*Try it:*
Leave out the pictures and output the data verbatim.

----- Information

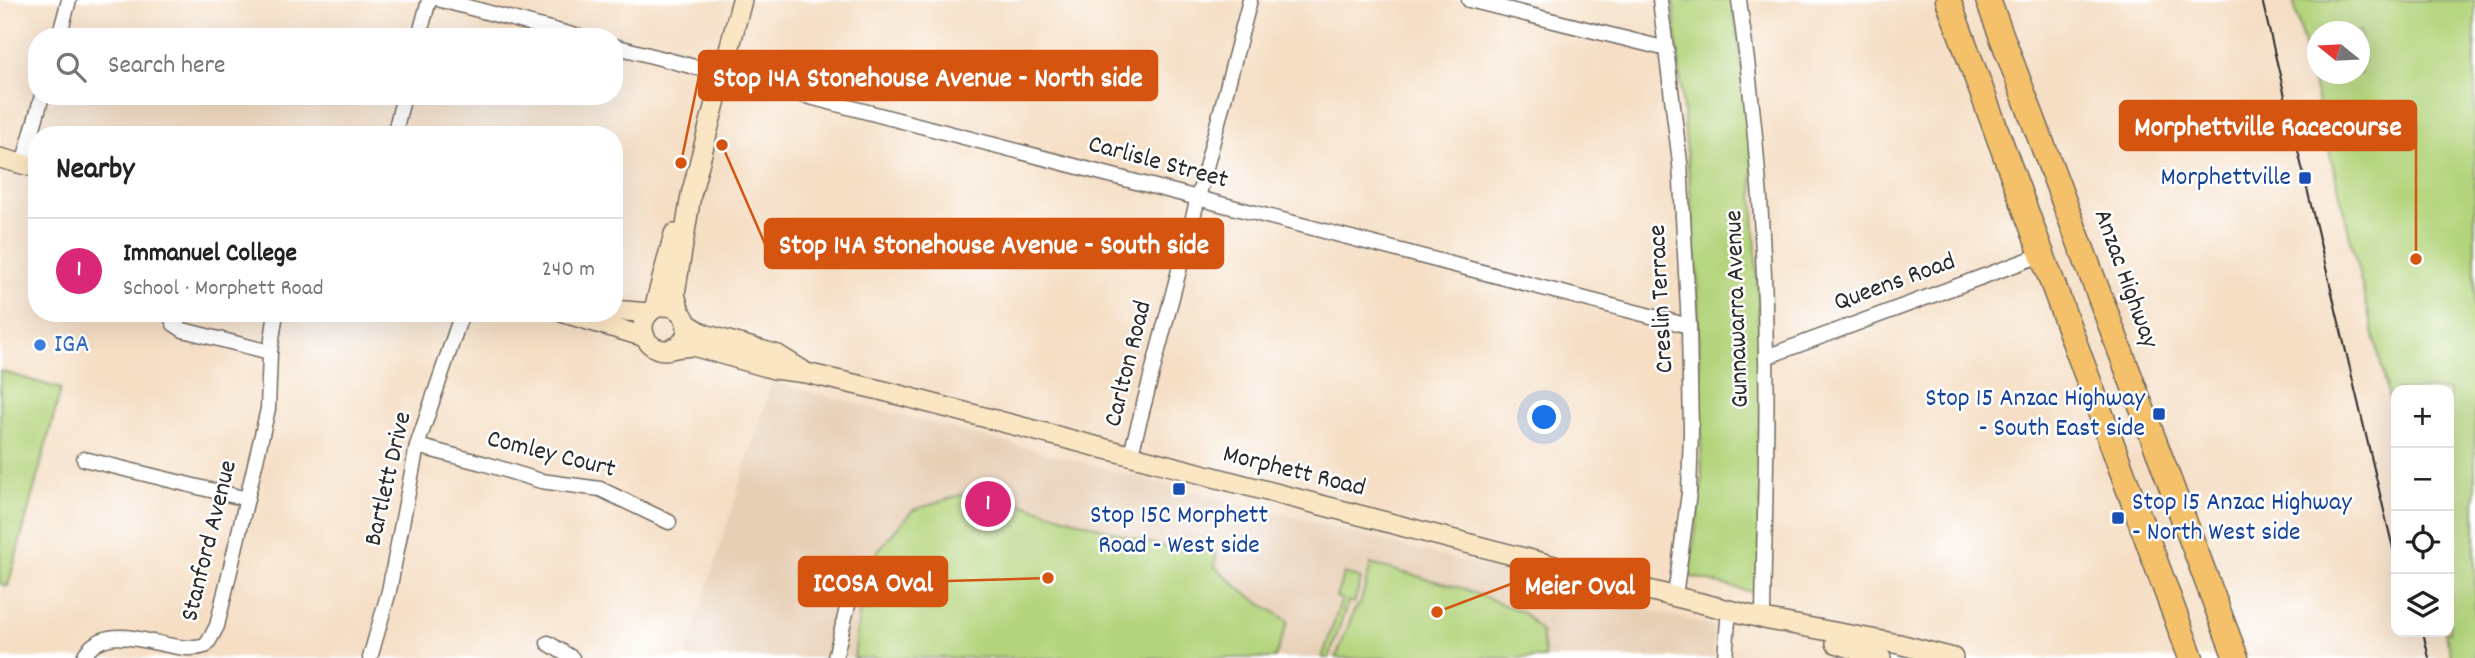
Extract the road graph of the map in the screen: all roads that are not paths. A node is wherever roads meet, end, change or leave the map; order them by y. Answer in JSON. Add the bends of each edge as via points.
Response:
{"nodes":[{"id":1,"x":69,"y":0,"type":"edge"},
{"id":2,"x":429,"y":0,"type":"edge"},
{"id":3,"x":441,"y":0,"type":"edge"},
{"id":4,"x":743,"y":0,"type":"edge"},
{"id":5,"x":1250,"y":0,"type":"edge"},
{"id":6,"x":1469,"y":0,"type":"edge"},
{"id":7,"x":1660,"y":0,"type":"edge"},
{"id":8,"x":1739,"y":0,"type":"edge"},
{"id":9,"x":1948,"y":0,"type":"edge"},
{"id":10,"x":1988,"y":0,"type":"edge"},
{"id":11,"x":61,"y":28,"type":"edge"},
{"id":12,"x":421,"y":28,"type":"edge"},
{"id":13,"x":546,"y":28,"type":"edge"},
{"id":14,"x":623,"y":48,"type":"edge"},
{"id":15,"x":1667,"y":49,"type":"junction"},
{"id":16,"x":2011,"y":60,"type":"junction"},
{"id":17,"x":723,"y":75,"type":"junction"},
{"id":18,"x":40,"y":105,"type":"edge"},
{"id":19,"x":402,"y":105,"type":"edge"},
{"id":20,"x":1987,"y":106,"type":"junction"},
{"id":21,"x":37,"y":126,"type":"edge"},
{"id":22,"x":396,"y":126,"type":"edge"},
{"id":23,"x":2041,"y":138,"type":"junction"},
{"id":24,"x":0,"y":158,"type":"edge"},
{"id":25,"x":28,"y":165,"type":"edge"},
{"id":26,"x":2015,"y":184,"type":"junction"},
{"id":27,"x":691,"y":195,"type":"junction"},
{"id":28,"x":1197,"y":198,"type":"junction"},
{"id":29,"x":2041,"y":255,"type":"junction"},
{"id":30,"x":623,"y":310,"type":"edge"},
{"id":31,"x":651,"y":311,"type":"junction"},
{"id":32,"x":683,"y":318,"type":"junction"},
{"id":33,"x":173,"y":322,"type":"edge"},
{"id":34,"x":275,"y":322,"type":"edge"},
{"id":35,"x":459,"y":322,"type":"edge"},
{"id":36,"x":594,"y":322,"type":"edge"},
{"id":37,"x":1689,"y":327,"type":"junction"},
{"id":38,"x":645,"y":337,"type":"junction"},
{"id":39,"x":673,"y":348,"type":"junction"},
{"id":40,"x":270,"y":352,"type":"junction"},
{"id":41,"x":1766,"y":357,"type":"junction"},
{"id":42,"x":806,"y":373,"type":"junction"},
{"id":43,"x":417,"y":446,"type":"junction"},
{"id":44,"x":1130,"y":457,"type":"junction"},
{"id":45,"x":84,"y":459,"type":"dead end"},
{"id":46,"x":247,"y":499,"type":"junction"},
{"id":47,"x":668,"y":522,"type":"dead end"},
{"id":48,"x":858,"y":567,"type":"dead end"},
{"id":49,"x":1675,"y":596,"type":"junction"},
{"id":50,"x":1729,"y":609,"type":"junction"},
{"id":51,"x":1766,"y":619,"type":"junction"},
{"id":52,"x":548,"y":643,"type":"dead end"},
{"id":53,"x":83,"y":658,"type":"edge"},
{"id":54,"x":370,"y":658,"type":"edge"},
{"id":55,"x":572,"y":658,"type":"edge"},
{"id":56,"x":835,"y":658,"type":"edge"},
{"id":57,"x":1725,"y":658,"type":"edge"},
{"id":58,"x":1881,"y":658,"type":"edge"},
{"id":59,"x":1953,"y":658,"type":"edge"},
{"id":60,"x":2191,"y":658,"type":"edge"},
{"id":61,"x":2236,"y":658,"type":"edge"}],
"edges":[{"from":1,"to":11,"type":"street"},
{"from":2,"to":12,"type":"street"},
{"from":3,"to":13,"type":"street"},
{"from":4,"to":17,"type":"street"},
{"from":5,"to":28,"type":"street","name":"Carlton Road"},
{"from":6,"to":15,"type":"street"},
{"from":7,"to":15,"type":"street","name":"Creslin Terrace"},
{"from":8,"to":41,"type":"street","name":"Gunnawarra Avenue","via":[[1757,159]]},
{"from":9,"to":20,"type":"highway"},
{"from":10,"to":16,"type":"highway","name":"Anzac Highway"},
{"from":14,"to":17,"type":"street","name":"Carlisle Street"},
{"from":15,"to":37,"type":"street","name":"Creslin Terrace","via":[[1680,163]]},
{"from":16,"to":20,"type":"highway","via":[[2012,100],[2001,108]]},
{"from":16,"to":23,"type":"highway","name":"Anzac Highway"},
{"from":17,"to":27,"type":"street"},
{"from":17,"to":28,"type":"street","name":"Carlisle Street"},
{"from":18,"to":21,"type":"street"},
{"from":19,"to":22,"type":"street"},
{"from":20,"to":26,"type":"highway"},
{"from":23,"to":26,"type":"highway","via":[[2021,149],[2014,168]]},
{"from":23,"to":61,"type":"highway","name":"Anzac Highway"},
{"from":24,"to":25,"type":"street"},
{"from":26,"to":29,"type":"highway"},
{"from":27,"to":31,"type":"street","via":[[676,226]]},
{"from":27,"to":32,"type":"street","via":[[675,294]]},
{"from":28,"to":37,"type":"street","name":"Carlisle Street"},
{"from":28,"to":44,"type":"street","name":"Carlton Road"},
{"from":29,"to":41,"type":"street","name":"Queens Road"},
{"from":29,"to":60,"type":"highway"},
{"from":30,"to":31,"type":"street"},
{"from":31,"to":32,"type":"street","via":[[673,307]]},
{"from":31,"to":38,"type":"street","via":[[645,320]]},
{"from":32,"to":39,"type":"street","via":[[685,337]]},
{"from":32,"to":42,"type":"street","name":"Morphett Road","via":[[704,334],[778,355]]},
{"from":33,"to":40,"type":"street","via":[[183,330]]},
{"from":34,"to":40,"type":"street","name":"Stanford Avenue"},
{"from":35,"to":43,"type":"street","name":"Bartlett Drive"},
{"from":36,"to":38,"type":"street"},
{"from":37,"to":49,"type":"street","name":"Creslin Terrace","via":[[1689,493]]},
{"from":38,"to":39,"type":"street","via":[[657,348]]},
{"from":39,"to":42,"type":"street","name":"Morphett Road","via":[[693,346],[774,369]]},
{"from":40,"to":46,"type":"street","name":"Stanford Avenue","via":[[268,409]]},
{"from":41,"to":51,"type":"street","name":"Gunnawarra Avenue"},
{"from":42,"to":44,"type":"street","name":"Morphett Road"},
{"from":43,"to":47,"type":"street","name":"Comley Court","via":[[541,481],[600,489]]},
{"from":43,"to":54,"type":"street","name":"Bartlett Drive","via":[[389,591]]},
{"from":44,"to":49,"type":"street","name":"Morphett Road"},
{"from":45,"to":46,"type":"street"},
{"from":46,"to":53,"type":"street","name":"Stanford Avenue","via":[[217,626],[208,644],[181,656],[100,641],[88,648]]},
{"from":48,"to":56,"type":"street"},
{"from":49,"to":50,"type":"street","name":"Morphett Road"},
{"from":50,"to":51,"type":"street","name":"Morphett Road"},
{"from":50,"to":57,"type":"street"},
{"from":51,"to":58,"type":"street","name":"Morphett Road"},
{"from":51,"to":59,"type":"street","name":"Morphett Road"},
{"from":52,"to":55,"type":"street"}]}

----------

*Answer to this problem:*
Extract the road graph of the map in the screen: all roads that are not paths. A node is wherever roads meet, end, change or leave the map; order them by y. Answer in JSON. Add the bends of each edge as via points.
Response:
{"nodes":[{"id":1,"x":69,"y":0,"type":"edge"},
{"id":2,"x":429,"y":0,"type":"edge"},
{"id":3,"x":441,"y":0,"type":"edge"},
{"id":4,"x":743,"y":0,"type":"edge"},
{"id":5,"x":1250,"y":0,"type":"edge"},
{"id":6,"x":1469,"y":0,"type":"edge"},
{"id":7,"x":1660,"y":0,"type":"edge"},
{"id":8,"x":1739,"y":0,"type":"edge"},
{"id":9,"x":1948,"y":0,"type":"edge"},
{"id":10,"x":1988,"y":0,"type":"edge"},
{"id":11,"x":61,"y":28,"type":"edge"},
{"id":12,"x":421,"y":28,"type":"edge"},
{"id":13,"x":546,"y":28,"type":"edge"},
{"id":14,"x":623,"y":48,"type":"edge"},
{"id":15,"x":1667,"y":49,"type":"junction"},
{"id":16,"x":2011,"y":60,"type":"junction"},
{"id":17,"x":723,"y":75,"type":"junction"},
{"id":18,"x":40,"y":105,"type":"edge"},
{"id":19,"x":402,"y":105,"type":"edge"},
{"id":20,"x":1987,"y":106,"type":"junction"},
{"id":21,"x":37,"y":126,"type":"edge"},
{"id":22,"x":396,"y":126,"type":"edge"},
{"id":23,"x":2041,"y":138,"type":"junction"},
{"id":24,"x":0,"y":158,"type":"edge"},
{"id":25,"x":28,"y":165,"type":"edge"},
{"id":26,"x":2015,"y":184,"type":"junction"},
{"id":27,"x":691,"y":195,"type":"junction"},
{"id":28,"x":1197,"y":198,"type":"junction"},
{"id":29,"x":2041,"y":255,"type":"junction"},
{"id":30,"x":623,"y":310,"type":"edge"},
{"id":31,"x":651,"y":311,"type":"junction"},
{"id":32,"x":683,"y":318,"type":"junction"},
{"id":33,"x":173,"y":322,"type":"edge"},
{"id":34,"x":275,"y":322,"type":"edge"},
{"id":35,"x":459,"y":322,"type":"edge"},
{"id":36,"x":594,"y":322,"type":"edge"},
{"id":37,"x":1689,"y":327,"type":"junction"},
{"id":38,"x":645,"y":337,"type":"junction"},
{"id":39,"x":673,"y":348,"type":"junction"},
{"id":40,"x":270,"y":352,"type":"junction"},
{"id":41,"x":1766,"y":357,"type":"junction"},
{"id":42,"x":806,"y":373,"type":"junction"},
{"id":43,"x":417,"y":446,"type":"junction"},
{"id":44,"x":1130,"y":457,"type":"junction"},
{"id":45,"x":84,"y":459,"type":"dead end"},
{"id":46,"x":247,"y":499,"type":"junction"},
{"id":47,"x":668,"y":522,"type":"dead end"},
{"id":48,"x":858,"y":567,"type":"dead end"},
{"id":49,"x":1675,"y":596,"type":"junction"},
{"id":50,"x":1729,"y":609,"type":"junction"},
{"id":51,"x":1766,"y":619,"type":"junction"},
{"id":52,"x":548,"y":643,"type":"dead end"},
{"id":53,"x":83,"y":658,"type":"edge"},
{"id":54,"x":370,"y":658,"type":"edge"},
{"id":55,"x":572,"y":658,"type":"edge"},
{"id":56,"x":835,"y":658,"type":"edge"},
{"id":57,"x":1725,"y":658,"type":"edge"},
{"id":58,"x":1881,"y":658,"type":"edge"},
{"id":59,"x":1953,"y":658,"type":"edge"},
{"id":60,"x":2191,"y":658,"type":"edge"},
{"id":61,"x":2236,"y":658,"type":"edge"}],
"edges":[{"from":1,"to":11,"type":"street"},
{"from":2,"to":12,"type":"street"},
{"from":3,"to":13,"type":"street"},
{"from":4,"to":17,"type":"street"},
{"from":5,"to":28,"type":"street","name":"Carlton Road"},
{"from":6,"to":15,"type":"street"},
{"from":7,"to":15,"type":"street","name":"Creslin Terrace"},
{"from":8,"to":41,"type":"street","name":"Gunnawarra Avenue","via":[[1757,159]]},
{"from":9,"to":20,"type":"highway"},
{"from":10,"to":16,"type":"highway","name":"Anzac Highway"},
{"from":14,"to":17,"type":"street","name":"Carlisle Street"},
{"from":15,"to":37,"type":"street","name":"Creslin Terrace","via":[[1680,163]]},
{"from":16,"to":20,"type":"highway","via":[[2012,100],[2001,108]]},
{"from":16,"to":23,"type":"highway","name":"Anzac Highway"},
{"from":17,"to":27,"type":"street"},
{"from":17,"to":28,"type":"street","name":"Carlisle Street"},
{"from":18,"to":21,"type":"street"},
{"from":19,"to":22,"type":"street"},
{"from":20,"to":26,"type":"highway"},
{"from":23,"to":26,"type":"highway","via":[[2021,149],[2014,168]]},
{"from":23,"to":61,"type":"highway","name":"Anzac Highway"},
{"from":24,"to":25,"type":"street"},
{"from":26,"to":29,"type":"highway"},
{"from":27,"to":31,"type":"street","via":[[676,226]]},
{"from":27,"to":32,"type":"street","via":[[675,294]]},
{"from":28,"to":37,"type":"street","name":"Carlisle Street"},
{"from":28,"to":44,"type":"street","name":"Carlton Road"},
{"from":29,"to":41,"type":"street","name":"Queens Road"},
{"from":29,"to":60,"type":"highway"},
{"from":30,"to":31,"type":"street"},
{"from":31,"to":32,"type":"street","via":[[673,307]]},
{"from":31,"to":38,"type":"street","via":[[645,320]]},
{"from":32,"to":39,"type":"street","via":[[685,337]]},
{"from":32,"to":42,"type":"street","name":"Morphett Road","via":[[704,334],[778,355]]},
{"from":33,"to":40,"type":"street","via":[[183,330]]},
{"from":34,"to":40,"type":"street","name":"Stanford Avenue"},
{"from":35,"to":43,"type":"street","name":"Bartlett Drive"},
{"from":36,"to":38,"type":"street"},
{"from":37,"to":49,"type":"street","name":"Creslin Terrace","via":[[1689,493]]},
{"from":38,"to":39,"type":"street","via":[[657,348]]},
{"from":39,"to":42,"type":"street","name":"Morphett Road","via":[[693,346],[774,369]]},
{"from":40,"to":46,"type":"street","name":"Stanford Avenue","via":[[268,409]]},
{"from":41,"to":51,"type":"street","name":"Gunnawarra Avenue"},
{"from":42,"to":44,"type":"street","name":"Morphett Road"},
{"from":43,"to":47,"type":"street","name":"Comley Court","via":[[541,481],[600,489]]},
{"from":43,"to":54,"type":"street","name":"Bartlett Drive","via":[[389,591]]},
{"from":44,"to":49,"type":"street","name":"Morphett Road"},
{"from":45,"to":46,"type":"street"},
{"from":46,"to":53,"type":"street","name":"Stanford Avenue","via":[[217,626],[208,644],[181,656],[100,641],[88,648]]},
{"from":48,"to":56,"type":"street"},
{"from":49,"to":50,"type":"street","name":"Morphett Road"},
{"from":50,"to":51,"type":"street","name":"Morphett Road"},
{"from":50,"to":57,"type":"street"},
{"from":51,"to":58,"type":"street","name":"Morphett Road"},
{"from":51,"to":59,"type":"street","name":"Morphett Road"},
{"from":52,"to":55,"type":"street"}]}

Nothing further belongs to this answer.